The quintessential retirement isn’t for everyone. Rather than swing on a porch or hike the Himalayas, some business owners just want to work. It’s the only life they know—a point of pride having worked so hard, for so long, and becoming so entrenched, that their work now requires every ounce of their energy for as long as they shall live.
It hit me when I received this email from a fellow business owner:
“Current plan is to just drop dead on my keyboard. Managers already have instructions to throw the corpse into a dumpster, pour in a couple of gallons of isopropyl alcohol, light a match and send me off with the corporate equivalent of a Viking funeral.”
First of all, yikes.
Second, we can turn the sarcasm into success. There is glory in a burning ship at sea with the body and belongings of the honorable inside. You can replicate the lore of a Norse burial—really, I mean it—for your business, if that’s what you want. But you have to read this first.

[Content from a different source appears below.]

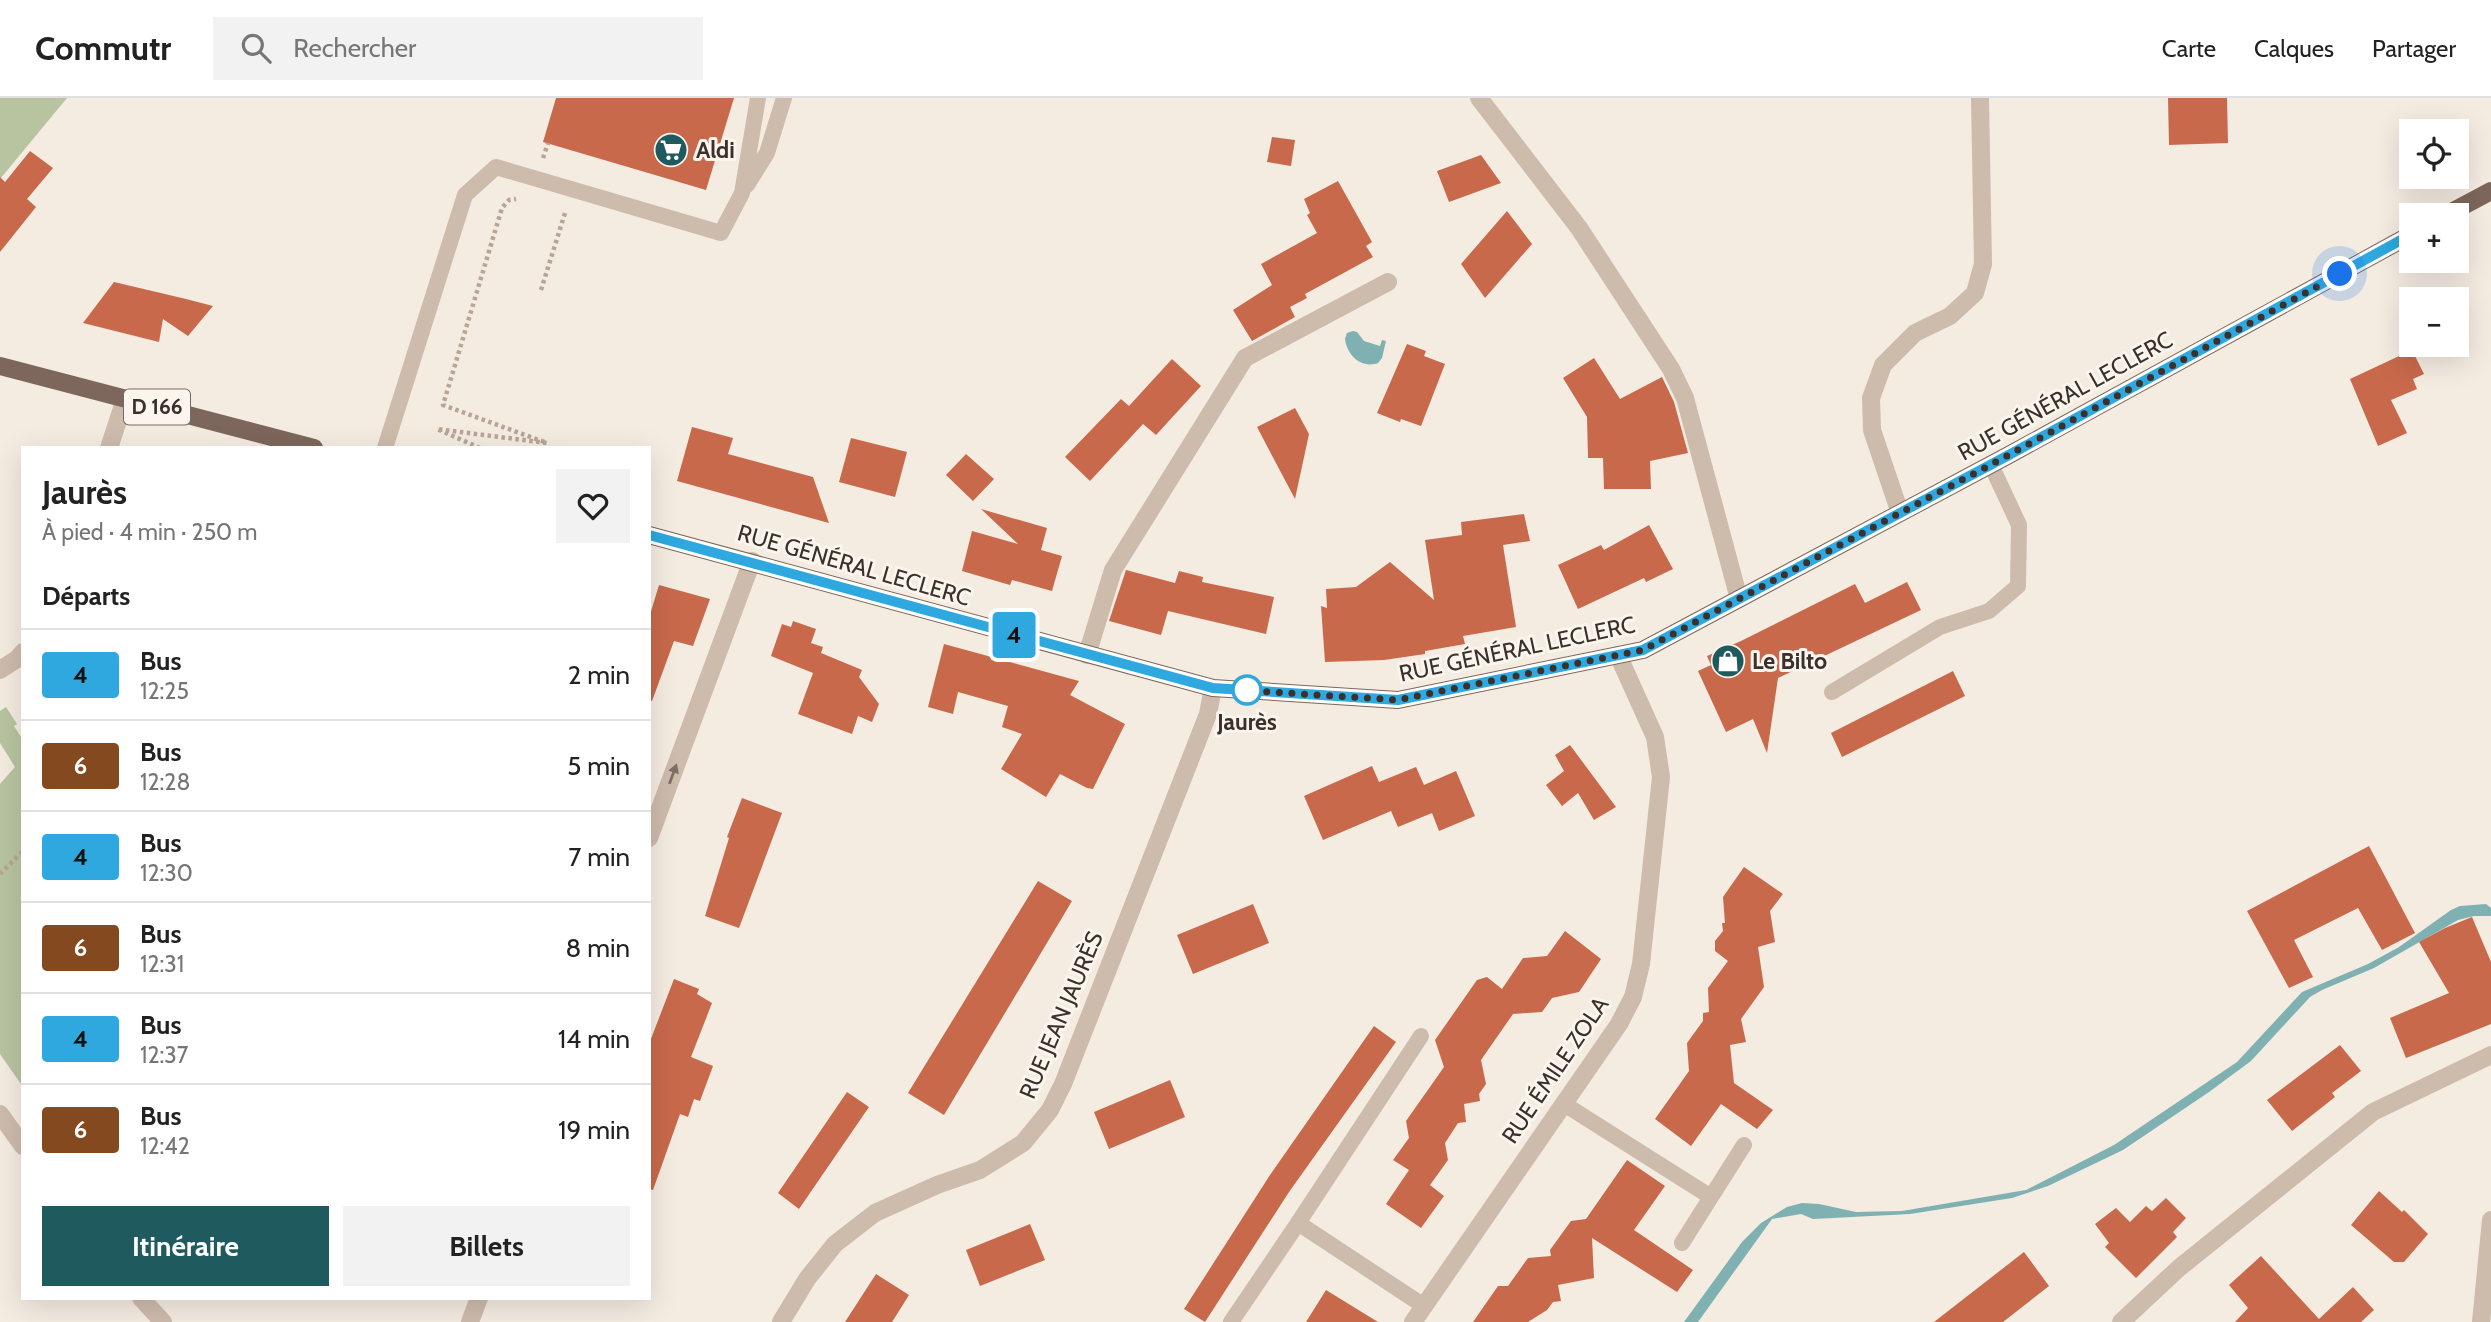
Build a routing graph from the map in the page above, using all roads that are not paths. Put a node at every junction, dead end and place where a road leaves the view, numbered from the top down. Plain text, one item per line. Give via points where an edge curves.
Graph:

If Your Plan Is to Die at Your Desk…
At least leave some helpful instructions in the drawer. For your family. For your employees. For your business. Every business owner makes an exit one way or another, whether expected or unexpected. Planning for an expected exit is the easy part. It’s the latter that gets uncomfortable. Yes, I’m alluding to death, a fact of life.
Set up a Trust
When a loved one dies, the surviving family members must manage the grief, loss, arrangements and affairs all at once. You won’t be there to help them with the grief and loss, but you can plan most of the arrangements and affairs while you’re here, alive and well. A living trust puts all of your assets, including your shares in your business, into a legal entity, with instructions for how to distribute the assets to the beneficiaries named in the trust.
A burning ship is noble. A dumpster fire is not. Make time in your busy life to create a living trust so that your family is not left with a legal mess.
Who will run your business when you are gone? If you don’t want to leave that responsibility to your spouse or family members, look to your management team. Or, you can designate someone outside of your family and outside of your company. Just like your business must have emergency plans for earthquakes, fires and other disasters, consider a succession plan essential as well.
File It Away
This isn’t going to be fun. It might even be painful and upsetting if you have been putting it off. No one wants to plan for death, but as a business owner, it’s common courtesy. It’s your legacy. It’s leadership and compassion for the people you love. The significance of planning the exit is why I started Exit Consulting Group.
Go through the exercise, make thoughtful decisions, and print the documents. Then, put them on the shelf and get back to work. Remember to revisit your living trust and succession plan every 5-10 years as you keep carving your Viking legend.